Review: Legion
Aug. 17th, 2019 09:23 pmI've just finished watching the FX show Legion. Time for a review.
tl;dr: the most ferociously weird TV series I've seen that is actually worth watching. Yes, it's stranger than The Prisoner. (Well, maybe not weirder than the last episode.) IMO it's pretty great, but it is very much a matter of taste.
Legion is based on a comic book from some years ago, by Chris Claremont and Bill Sienkiewicz; the latter was for many years the high master of weirdness in comics. I can't say whether the TV show is much like the comic (I read it when it was new, but not since, so I just plain don't remember), but weird? Yeah, it has weird in spades.
Our protagonist is David Haller. David is insane, and I don't mean mentally ill in a relatable, Crazy Ex-Girlfriend sort of way, He's moderately schizophrenic, arguably sociopathic, and, frankly, a bit of a dick. (This is not a show of simple good vs evil -- there is heroism and there is evil, but there aren't really simple sides.) He also possesses near-godlike psychic powers.
It's not much of a spoiler to say that the primary antagonist is Amahl Farouk -- aka The Shadow King, the big bad in the origin story of Professor X of the X-Men.
That said, this is not an X-Men TV show. David and Farouk are roughly the same characters as in the comics, and Charles Xavier does eventually make an appearance. But the rest of the characters are more like the X-Men through a clouded glass. Sidney is sort of like Rogue in terms of the emotional impact of her powers, but she's by no means the same character. Melanie is an Emma Frost cognate, but her story is pretty different. And while there are superpowers, they're mostly psychic of one sort or another -- you won't find anybody jumping over buildings or firing lasers out of their eyes.
Moreover, it doesn't feel like a superhero story, thematically or structurally.

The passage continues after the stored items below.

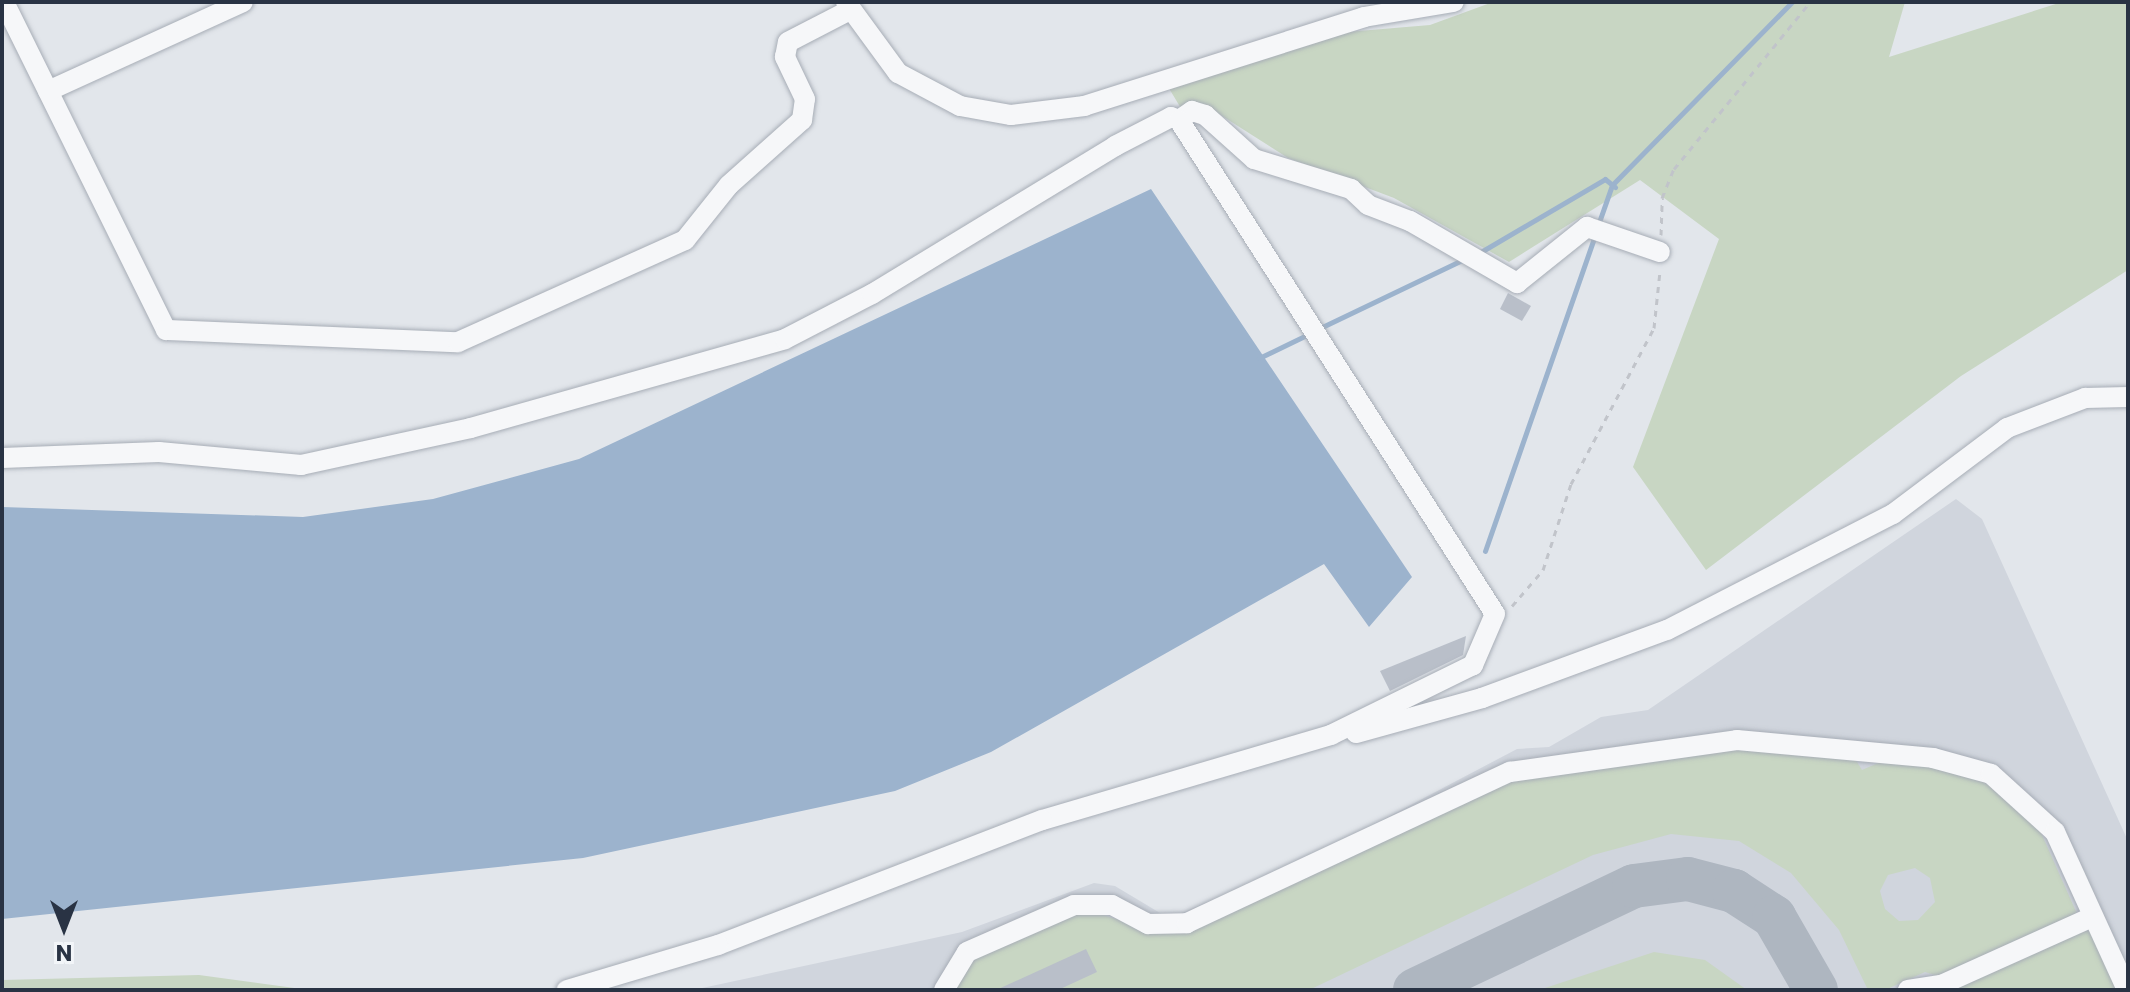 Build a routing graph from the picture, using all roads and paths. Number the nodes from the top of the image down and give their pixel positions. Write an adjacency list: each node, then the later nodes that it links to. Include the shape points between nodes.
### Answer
1 (4, 2): 8 (street)
2 (243, 2): 8 (street)
3 (1385, 2): 7 (street)
4 (1454, 2): 7 (street)
5 (1810, 2): 10 (path, via 1674,169 1662,198)
6 (848, 6): 7 (street, via 875,50 928,93 984,113 1011,115 1123,96); 8 (street, via 788,42 785,57 805,99 802,120 729,185 685,240 458,342 166,330)
7 (1364, 17)
8 (48, 91)
9 (1179, 120): 10 (street, via 1192,111 1205,115 1254,159 1351,189 1368,205 1410,221 1517,283 1587,227); 12 (street, via 1171,117 1115,146 785,339 471,428 301,465 159,452); 13 (street)
10 (1660, 252): 13 (path, via 1654,328 1571,484 1543,570)
11 (2128, 397): 14 (street, via 2085,398 2007,428 1893,514 1667,630 1482,698)
12 (2, 458)
13 (1496, 624): 14 (street, via 1473,665 1331,735)
14 (1042, 820): 16 (street, via 718,945)
15 (2092, 917): 17 (street, via 2055,832 1991,774 1933,758 1737,740 1510,772 1187,923 1148,924 1112,905 1074,905 967,952); 18 (street, via 1941,985); 19 (street)
16 (567, 990)
17 (944, 990)
18 (1908, 990)
19 (2127, 990) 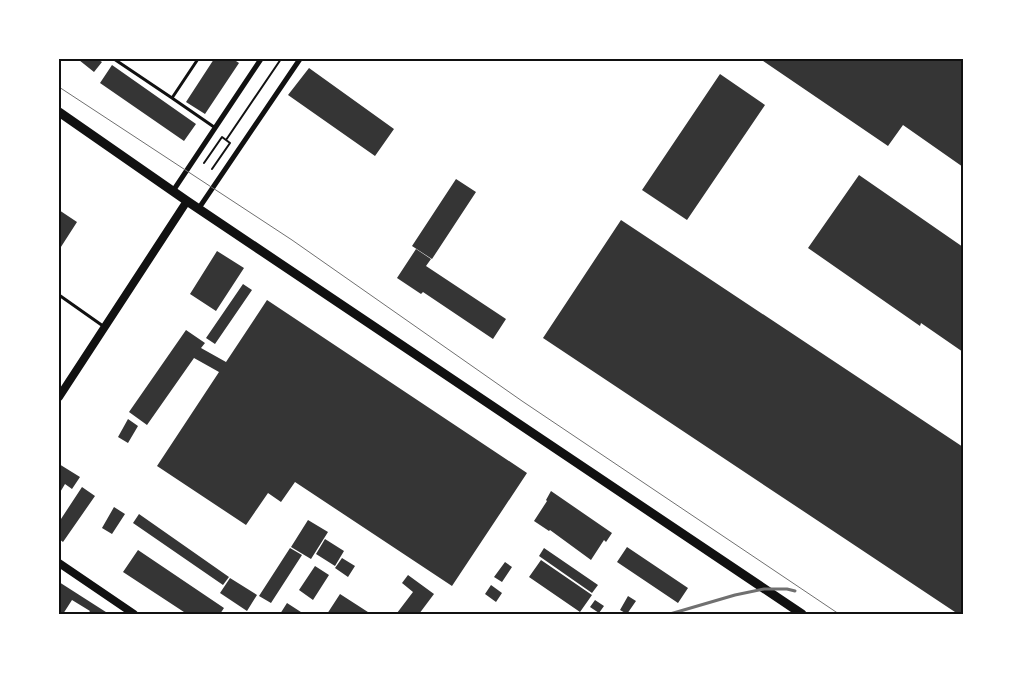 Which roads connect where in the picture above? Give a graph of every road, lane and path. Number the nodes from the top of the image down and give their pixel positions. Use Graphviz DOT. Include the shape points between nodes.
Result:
graph roads {
  1 [pos="114,59"];
  2 [pos="198,59"];
  3 [pos="261,59"];
  4 [pos="281,59"];
  5 [pos="300,59"];
  6 [pos="172,98"];
  7 [pos="59,112"];
  8 [pos="214,127"];
  9 [pos="226,140"];
  10 [pos="204,163"];
  11 [pos="212,169"];
  12 [pos="173,191"];
  13 [pos="187,201"];
  14 [pos="199,208"];
  15 [pos="59,295"];
  16 [pos="105,327"];
  17 [pos="59,397"];
  18 [pos="59,563"];
  19 [pos="134,614"];
  20 [pos="802,614"];
  1 -- 6 [label="lane"];
  2 -- 6 [label="lane"];
  3 -- 8 [label="street"];
  4 -- 9 [label="path"];
  5 -- 14 [label="street"];
  6 -- 8 [label="lane"];
  7 -- 12 [label="main road"];
  8 -- 12 [label="street"];
  9 -- 10 [label="path" via="222,137"];
  9 -- 11 [label="path" via="230,143"];
  12 -- 13 [label="main road"];
  13 -- 14 [label="main road"];
  13 -- 16 [label="street"];
  14 -- 20 [label="main road"];
  15 -- 16 [label="lane"];
  16 -- 17 [label="street"];
  18 -- 19 [label="street"];
} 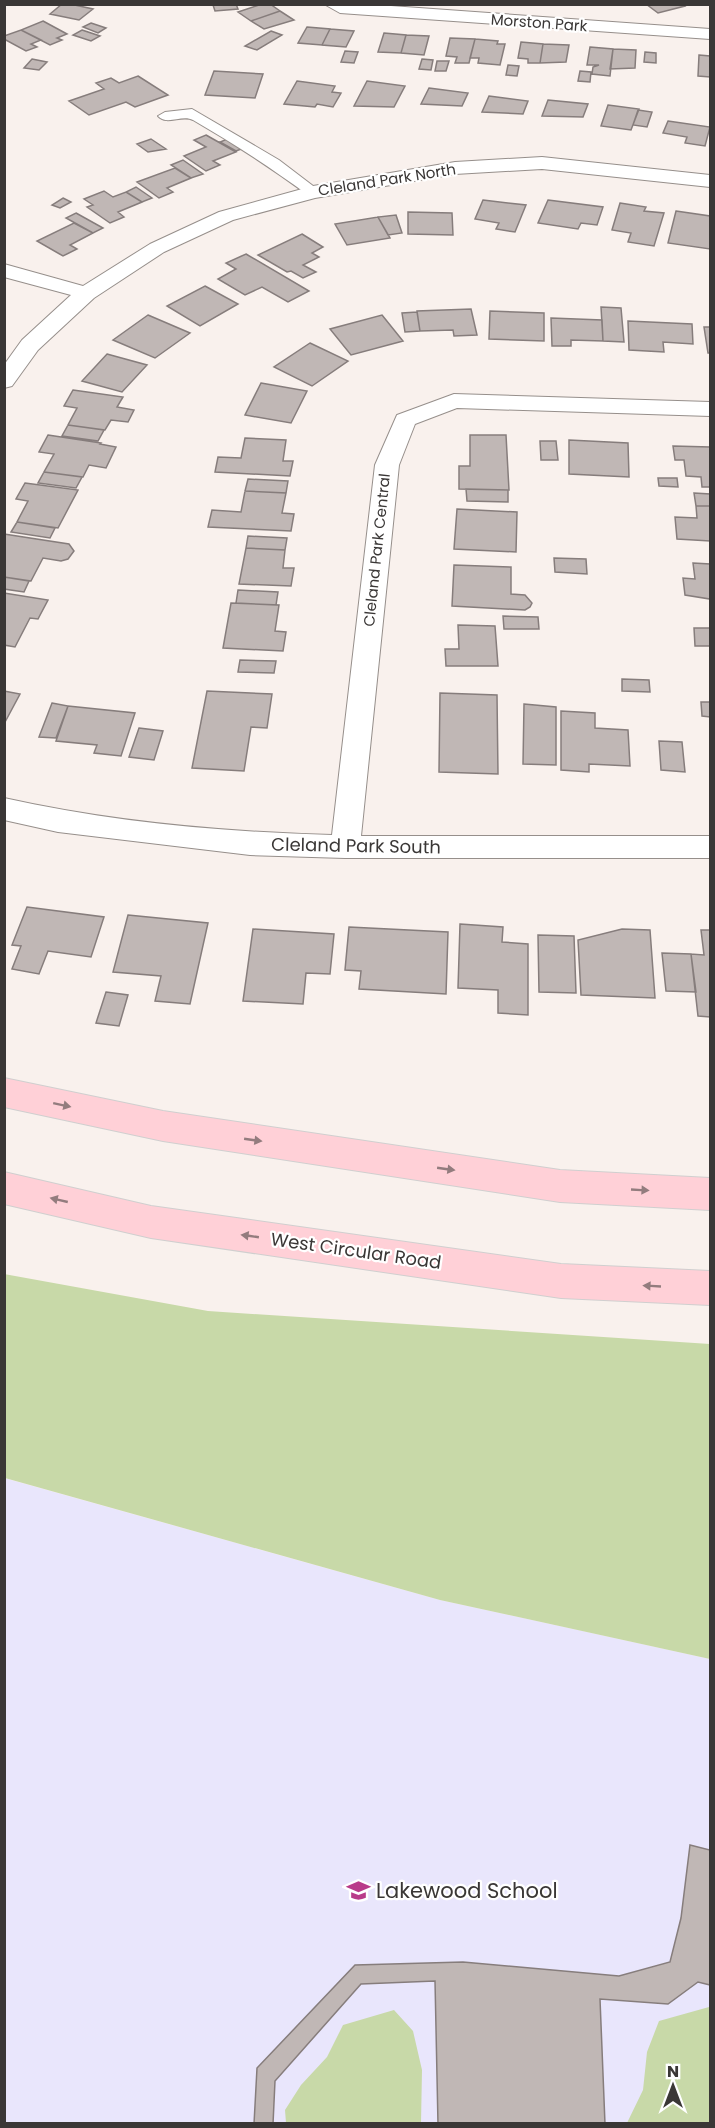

If anything, it's a bit closer to a horror story in style -- not so much in terms of jump scares or gore (there's some gore, but not a ton), but more in that it is relentlessly unsettling: often creepy, frequently psychedelic, sometimes just plain surreal.
And it warrants content warnings for most forms of psychic horror: at various times, it hits mind control, body horror, possession, erasure of identity. It's by no means all horror, but there are times when it gets downright skin-crawling.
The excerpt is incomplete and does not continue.